Dataset entries:
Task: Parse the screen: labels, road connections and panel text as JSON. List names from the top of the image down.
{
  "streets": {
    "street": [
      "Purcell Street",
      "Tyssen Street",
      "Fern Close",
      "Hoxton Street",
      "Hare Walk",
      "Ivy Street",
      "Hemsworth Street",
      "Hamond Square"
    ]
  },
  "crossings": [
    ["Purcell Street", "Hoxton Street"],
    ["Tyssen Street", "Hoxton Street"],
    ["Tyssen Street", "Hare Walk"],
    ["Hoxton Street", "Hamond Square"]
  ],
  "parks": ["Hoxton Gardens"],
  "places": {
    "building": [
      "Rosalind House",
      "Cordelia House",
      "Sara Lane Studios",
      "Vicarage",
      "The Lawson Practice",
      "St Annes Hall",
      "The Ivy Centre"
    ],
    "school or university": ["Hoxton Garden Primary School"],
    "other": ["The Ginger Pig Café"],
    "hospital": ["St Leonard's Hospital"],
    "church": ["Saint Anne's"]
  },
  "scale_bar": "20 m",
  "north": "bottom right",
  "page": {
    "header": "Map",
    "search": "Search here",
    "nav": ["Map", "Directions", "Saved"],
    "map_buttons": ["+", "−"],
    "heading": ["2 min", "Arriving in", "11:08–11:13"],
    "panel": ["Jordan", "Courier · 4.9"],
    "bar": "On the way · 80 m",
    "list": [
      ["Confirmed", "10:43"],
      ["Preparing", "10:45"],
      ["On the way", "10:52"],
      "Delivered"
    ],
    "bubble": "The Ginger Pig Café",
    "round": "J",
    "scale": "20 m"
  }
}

Exercise | So that nothing is lost, write out each record exactly as it appears above.

Written answer |
Task: Parse the screen: labels, road connections and panel text as JSON. List names from the top of the image down.
{
  "streets": {
    "street": [
      "Purcell Street",
      "Tyssen Street",
      "Fern Close",
      "Hoxton Street",
      "Hare Walk",
      "Ivy Street",
      "Hemsworth Street",
      "Hamond Square"
    ]
  },
  "crossings": [
    ["Purcell Street", "Hoxton Street"],
    ["Tyssen Street", "Hoxton Street"],
    ["Tyssen Street", "Hare Walk"],
    ["Hoxton Street", "Hamond Square"]
  ],
  "parks": ["Hoxton Gardens"],
  "places": {
    "building": [
      "Rosalind House",
      "Cordelia House",
      "Sara Lane Studios",
      "Vicarage",
      "The Lawson Practice",
      "St Annes Hall",
      "The Ivy Centre"
    ],
    "school or university": ["Hoxton Garden Primary School"],
    "other": ["The Ginger Pig Café"],
    "hospital": ["St Leonard's Hospital"],
    "church": ["Saint Anne's"]
  },
  "scale_bar": "20 m",
  "north": "bottom right",
  "page": {
    "header": "Map",
    "search": "Search here",
    "nav": ["Map", "Directions", "Saved"],
    "map_buttons": ["+", "−"],
    "heading": ["2 min", "Arriving in", "11:08–11:13"],
    "panel": ["Jordan", "Courier · 4.9"],
    "bar": "On the way · 80 m",
    "list": [
      ["Confirmed", "10:43"],
      ["Preparing", "10:45"],
      ["On the way", "10:52"],
      "Delivered"
    ],
    "bubble": "The Ginger Pig Café",
    "round": "J",
    "scale": "20 m"
  }
}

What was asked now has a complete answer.